L’art. 3 del contratto di mutuo prevede: “Il tasso di interesse su base annua viene inizialmente stabilito ed accettato nella misura del 1,000% (uno virgola zero zero zero per cento) pari al tasso BCE attualmente in vigore. Successivamente tale tasso potrà subire modifiche in relazione alla variazione, in aumento o in diminuzione del detto tasso con un tetto massimo pari al 6% (sei per cento) annuo, il tutto secondo quanto previsto dall’accordo sulle condizioni agevolate dei dipendenti BCC (accordo del 29/07/2008 aggiornamento del 7/04/2009)”.
Il suggerimento interpretativo che scaturisce dall’impostazione difensiva dell’intermediario è che il riferimento all’accordo sindacale contenuto all’art. 3 del contratto di mutuo sia sufficiente al fine di applicare, al caso di specie, anche le ipotesi di decadenza dalle condizioni contrattuali agevolate previste nel medesimo accordo sindacale.
Questa opzione interpretativa non persuade affatto. In realtà, non appare estensibile il richiamo, contenuto nell’art. 3 del contratto di mutuo, alle condizioni di tasso agevolate anche alle ipotesi di decadenza dalle stesse.
L’ostacolo a questa interpretazione estensiva è costituito, in effetti, dall’ultimo inciso della lettera g, dell’art. 4 dell’accordo sindacale, che subordina l’operatività della previsione sulle ipotesi di decadenza dal trattamento di favore, alla formalizzazione della relativa clausola nel contratto di mutuo (“Nel contratto di mutuo dovrà essere formalizzata la clausola relativa”).
In definitiva, l’operatività di questa previsione non è da considerare affatto automatica, ma è rimessa alla discrezionale valutazione dell’intermediario, che, sempre in accordo con la controparte, poteva recepirla e, quindi, “formalizzarla”, oppure poteva anche non richiamarla, consentendo al mutuatario una posizione di ulteriore favore.
Nel caso di specie, è quest’ultima opzione che risulta essere stata esercitata.

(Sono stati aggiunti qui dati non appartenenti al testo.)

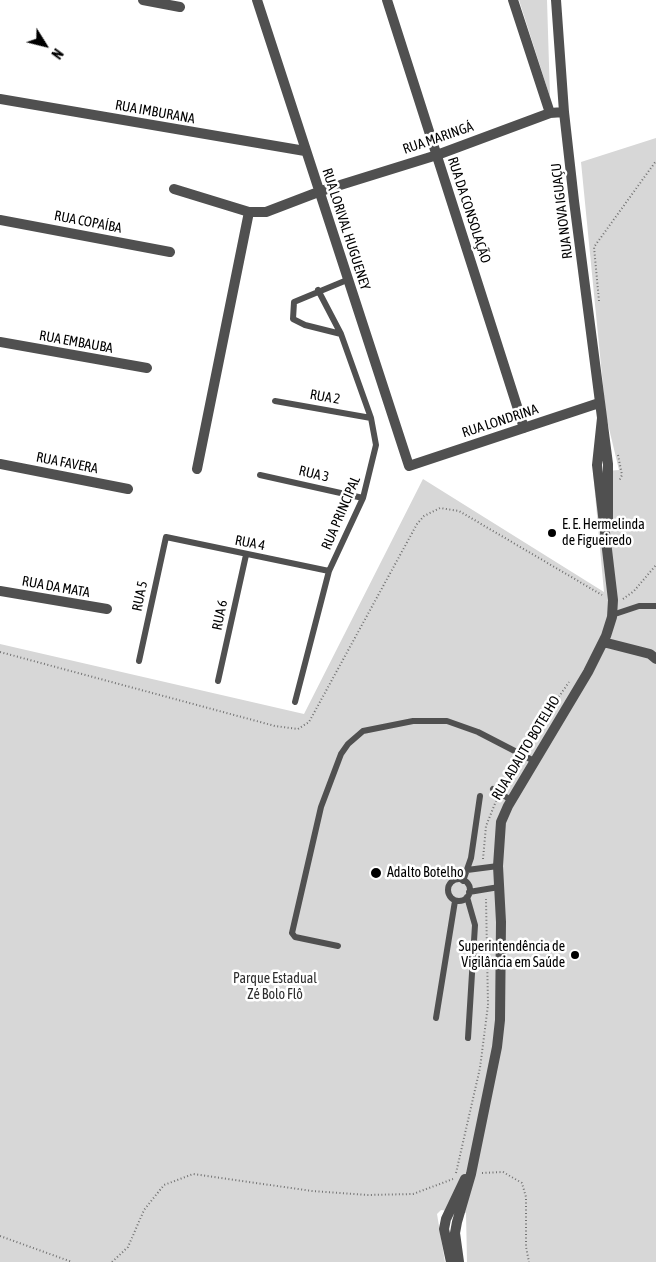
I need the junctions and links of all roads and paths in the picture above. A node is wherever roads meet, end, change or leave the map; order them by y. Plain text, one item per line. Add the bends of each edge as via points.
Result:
1 (143, 0) edge
2 (257, 0) edge
3 (387, 0) edge
4 (513, 0) edge
5 (556, 0) edge
6 (180, 7) dead end
7 (0, 99) edge
8 (564, 112) junction
9 (550, 113) junction
10 (305, 151) junction
11 (437, 155) junction
12 (656, 161) edge
13 (174, 189) dead end
14 (321, 191) junction
15 (249, 212) junction
16 (0, 220) edge
17 (170, 252) dead end
18 (347, 280) junction
19 (318, 290) junction
20 (599, 305) dead end
21 (341, 334) junction
22 (0, 342) edge
23 (147, 368) dead end
24 (275, 401) dead end
25 (600, 403) junction
26 (371, 418) junction
27 (524, 428) junction
28 (617, 447) dead end
29 (0, 464) edge
30 (409, 466) joint
31 (197, 469) dead end
32 (260, 475) dead end
33 (619, 482) dead end
34 (128, 489) dead end
35 (363, 498) junction
36 (166, 537) joint
37 (246, 555) junction
38 (656, 565) edge
39 (329, 570) junction
40 (0, 591) edge
41 (613, 600) junction
42 (656, 606) edge
43 (107, 609) dead end
44 (612, 615) junction
45 (603, 642) junction
46 (656, 659) edge
47 (139, 661) dead end
48 (218, 681) dead end
49 (295, 702) dead end
50 (536, 762) junction
51 (493, 789) dead end
52 (480, 796) dead end
53 (511, 800) junction
54 (498, 866) junction
55 (467, 870) junction
56 (463, 881) junction
57 (500, 887) junction
58 (468, 894) junction
59 (456, 901) junction
60 (338, 946) dead end
61 (436, 1018) dead end
62 (468, 1038) dead end
63 (469, 1174) junction
64 (0, 1236) edge
65 (72, 1262) edge
66 (112, 1262) edge
67 (451, 1262) edge
68 (459, 1262) edge
69 (529, 1262) edge

1 - 6 street
2 - 10 street, RUA LORIVAL HUGUENEY
3 - 11 street, RUA DA CONSOLAÇÃO
4 - 9 street
5 - 8 street, RUA NOVA IGUAÇU
7 - 10 street, RUA IMBURANA
8 - 9 street, RUA MARINGÁ
8 - 25 street, RUA NOVA IGUAÇU
9 - 11 street, RUA MARINGÁ
10 - 14 street, RUA LORIVAL HUGUENEY
11 - 14 street, RUA MARINGÁ
11 - 27 street, RUA DA CONSOLAÇÃO
12 - 20 path via 594,247
13 - 15 street
14 - 15 street, RUA MARINGÁ via 266,212
14 - 18 street, RUA LORIVAL HUGUENEY
15 - 31 street
16 - 17 street, RUA COPAÍBA
18 - 19 lane
18 - 30 street, RUA LORIVAL HUGUENEY
19 - 21 lane, RUA PRINCIPAL
19 - 21 lane via 294,302 293,319 305,326
21 - 26 lane, RUA PRINCIPAL
22 - 23 street, RUA EMBAUBA
24 - 26 lane, RUA 2
25 - 27 street, RUA LONDRINA
25 - 41 street, RUA NOVA IGUAÇU via 602,418 597,465
26 - 35 lane, RUA PRINCIPAL via 376,445
27 - 30 street, RUA LONDRINA
28 - 33 path via 622,475
29 - 34 street, RUA FAVERA
32 - 35 lane, RUA 3
35 - 39 lane, RUA PRINCIPAL
36 - 37 lane, RUA 4
36 - 47 lane, RUA 5
37 - 39 lane, RUA 4
37 - 48 lane, RUA 6
38 - 41 path via 634,591 623,599
39 - 49 lane, RUA PRINCIPAL
40 - 43 street, RUA DA MATA
41 - 44 street, RUA ADAUTO BOTELHO
42 - 44 lane via 639,606
44 - 45 street, RUA ADAUTO BOTELHO
45 - 46 street via 650,654
45 - 50 street, RUA ADAUTO BOTELHO
50 - 53 street, RUA ADAUTO BOTELHO
50 - 60 lane via 478,732 447,721 413,721 363,731 348,744 340,754 321,806 292,933 296,937
51 - 53 lane
52 - 55 lane
53 - 54 street, RUA ADAUTO BOTELHO via 501,822
54 - 55 lane
54 - 57 street, RUA ADAUTO BOTELHO
55 - 56 lane
56 - 58 lane via 467,883
56 - 59 lane via 456,880 448,889
57 - 58 lane
57 - 63 street, RUA ADAUTO BOTELHO via 500,1020
58 - 59 lane via 461,901
58 - 62 lane via 475,925
59 - 61 lane
63 - 66 path via 413,1194 368,1195 312,1191 193,1174 164,1185 144,1210 128,1247
63 - 67 street, RUA ADAUTO BOTELHO via 446,1219 444,1229
63 - 68 street, RUA ADAUTO BOTELHO via 457,1222
63 - 69 path via 503,1172 522,1183 526,1197
64 - 65 path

In virtù del mancato recepimento delle ipotesi di decadenza nel contratto concluso inter partes, al ricorrente-mutuatario è stato, insomma, accordato un trattamento di favore che gli consente di conservare le condizioni contrattuali agevolate anche adesso che non è dipendente dell’intermediario resistente.

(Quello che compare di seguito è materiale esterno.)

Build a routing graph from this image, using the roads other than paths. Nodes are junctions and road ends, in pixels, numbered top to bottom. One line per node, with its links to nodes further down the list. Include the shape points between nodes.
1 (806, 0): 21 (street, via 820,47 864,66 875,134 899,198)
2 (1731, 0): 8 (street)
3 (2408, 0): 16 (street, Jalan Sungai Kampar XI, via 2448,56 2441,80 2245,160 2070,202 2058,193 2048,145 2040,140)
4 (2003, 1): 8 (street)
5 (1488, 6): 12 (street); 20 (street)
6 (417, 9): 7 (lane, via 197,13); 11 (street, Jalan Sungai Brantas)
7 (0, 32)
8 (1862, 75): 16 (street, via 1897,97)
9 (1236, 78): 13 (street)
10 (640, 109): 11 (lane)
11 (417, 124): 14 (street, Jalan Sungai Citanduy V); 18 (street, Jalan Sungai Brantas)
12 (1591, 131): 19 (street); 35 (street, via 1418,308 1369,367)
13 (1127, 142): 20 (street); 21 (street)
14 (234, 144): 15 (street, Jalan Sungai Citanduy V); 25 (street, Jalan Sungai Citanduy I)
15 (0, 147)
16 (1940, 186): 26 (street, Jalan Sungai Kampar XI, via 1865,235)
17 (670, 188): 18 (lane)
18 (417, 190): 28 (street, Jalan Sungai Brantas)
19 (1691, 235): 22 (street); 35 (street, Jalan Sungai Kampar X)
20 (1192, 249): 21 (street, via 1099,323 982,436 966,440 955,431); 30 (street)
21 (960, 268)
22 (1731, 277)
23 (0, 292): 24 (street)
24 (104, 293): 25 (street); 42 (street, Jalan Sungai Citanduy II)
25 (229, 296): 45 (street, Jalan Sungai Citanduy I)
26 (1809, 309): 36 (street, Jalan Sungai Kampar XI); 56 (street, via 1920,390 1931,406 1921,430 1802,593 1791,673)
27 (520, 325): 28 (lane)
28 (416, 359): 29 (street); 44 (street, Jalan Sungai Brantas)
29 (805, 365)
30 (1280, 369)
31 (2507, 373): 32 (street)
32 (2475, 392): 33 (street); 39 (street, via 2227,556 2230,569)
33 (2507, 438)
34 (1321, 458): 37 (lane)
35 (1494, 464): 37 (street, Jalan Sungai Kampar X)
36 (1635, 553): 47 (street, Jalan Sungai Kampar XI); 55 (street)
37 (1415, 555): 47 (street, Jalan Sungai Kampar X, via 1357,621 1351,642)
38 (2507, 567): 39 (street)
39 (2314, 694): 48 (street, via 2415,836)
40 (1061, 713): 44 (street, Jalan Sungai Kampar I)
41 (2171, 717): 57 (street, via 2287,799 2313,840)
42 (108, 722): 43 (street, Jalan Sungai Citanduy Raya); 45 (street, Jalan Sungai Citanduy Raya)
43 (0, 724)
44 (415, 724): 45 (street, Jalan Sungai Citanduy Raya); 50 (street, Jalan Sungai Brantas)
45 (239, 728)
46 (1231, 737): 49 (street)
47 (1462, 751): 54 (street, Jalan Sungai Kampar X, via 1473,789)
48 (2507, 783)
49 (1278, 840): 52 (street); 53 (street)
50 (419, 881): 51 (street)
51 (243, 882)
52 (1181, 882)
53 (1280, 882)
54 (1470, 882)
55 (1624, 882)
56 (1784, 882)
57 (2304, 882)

A soluzione diversa non è possibile pervenire assimilando le norme collettive a condizioni generali di contratto, applicabili al caso di specie anche a prescindere da un puntuale richiamo nel contratto di mutuo concluso tra le parti.
Questa conclusione non può essere accolta, perché la disciplina di cui all’art. 1341 c.c. è stata pensata con riguardo alle condizioni unilateralmente predisposte, non alle previsioni frutto della contrattazione collettiva. In aggiunta, il meccanismo di tutela concepito dal legislatore del 1942 nei confronti delle clausole cc.dd. vessatorie, la specifica approvazione per iscritto, preclude l’applicazione, nel caso di specie, di una previsione dell’accordo collettivo che non è stata resa valida ed efficace tramite la sottoscrizione dell’aderente.

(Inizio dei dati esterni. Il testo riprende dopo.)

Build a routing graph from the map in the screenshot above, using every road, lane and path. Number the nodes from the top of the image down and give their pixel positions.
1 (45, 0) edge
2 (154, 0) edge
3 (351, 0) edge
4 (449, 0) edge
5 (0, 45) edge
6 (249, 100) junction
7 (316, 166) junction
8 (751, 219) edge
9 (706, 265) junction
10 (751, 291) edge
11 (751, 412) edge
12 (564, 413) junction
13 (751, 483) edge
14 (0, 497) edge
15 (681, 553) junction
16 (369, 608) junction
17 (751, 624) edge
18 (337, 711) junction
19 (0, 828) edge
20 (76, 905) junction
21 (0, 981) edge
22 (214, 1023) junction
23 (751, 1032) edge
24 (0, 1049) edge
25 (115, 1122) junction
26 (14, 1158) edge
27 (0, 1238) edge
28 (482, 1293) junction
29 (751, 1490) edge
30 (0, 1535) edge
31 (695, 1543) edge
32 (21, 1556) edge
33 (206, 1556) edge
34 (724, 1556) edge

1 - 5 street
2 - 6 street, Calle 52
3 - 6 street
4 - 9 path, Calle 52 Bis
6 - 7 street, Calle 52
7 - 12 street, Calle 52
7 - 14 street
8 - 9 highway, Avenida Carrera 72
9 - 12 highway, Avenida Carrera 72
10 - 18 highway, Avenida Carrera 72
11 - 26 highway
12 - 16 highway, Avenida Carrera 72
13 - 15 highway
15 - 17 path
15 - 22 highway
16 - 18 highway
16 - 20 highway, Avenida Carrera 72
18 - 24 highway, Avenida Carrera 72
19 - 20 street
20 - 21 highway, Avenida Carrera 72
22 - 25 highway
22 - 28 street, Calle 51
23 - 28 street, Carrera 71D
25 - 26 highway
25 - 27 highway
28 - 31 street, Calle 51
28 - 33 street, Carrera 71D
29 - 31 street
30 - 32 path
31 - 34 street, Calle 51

Anche la giurisprudenza che si è formata in tema di validità ed efficacia di clausole predisposte unilateralmente e destinate a essere applicate ai contratti conclusi per atti pubblici, se è vero che non richiede la specifica approvazione per iscritto di cui al secondo comma dell’art. 1341 c.c., in considerazione della particolare forma contrattuale, è pur vero che pretende che tali clausole siano “inserite” nel contratto (cfr., ad esempio, Cass. n. 18917/2004).
In conclusione, la domanda del ricorrente appare fondata e, per conseguenza, questo Collegio accerta l’illegittimità della modifica del tasso operata dall’intermediario.
P.Q.M.
In accoglimento del ricorso, il Collegio accerta l’illegittimità della modifica del tasso operata dall’intermediario.
Il Collegio dispone inoltre, ai sensi della vigente normativa, che l’intermediario corrisponda alla Banca d’Italia la somma di € 200,00 quale contributo alle spese della procedura e al ricorrente la somma di € 20,00 quale rimborso della somma versata alla presentazione del ricorso.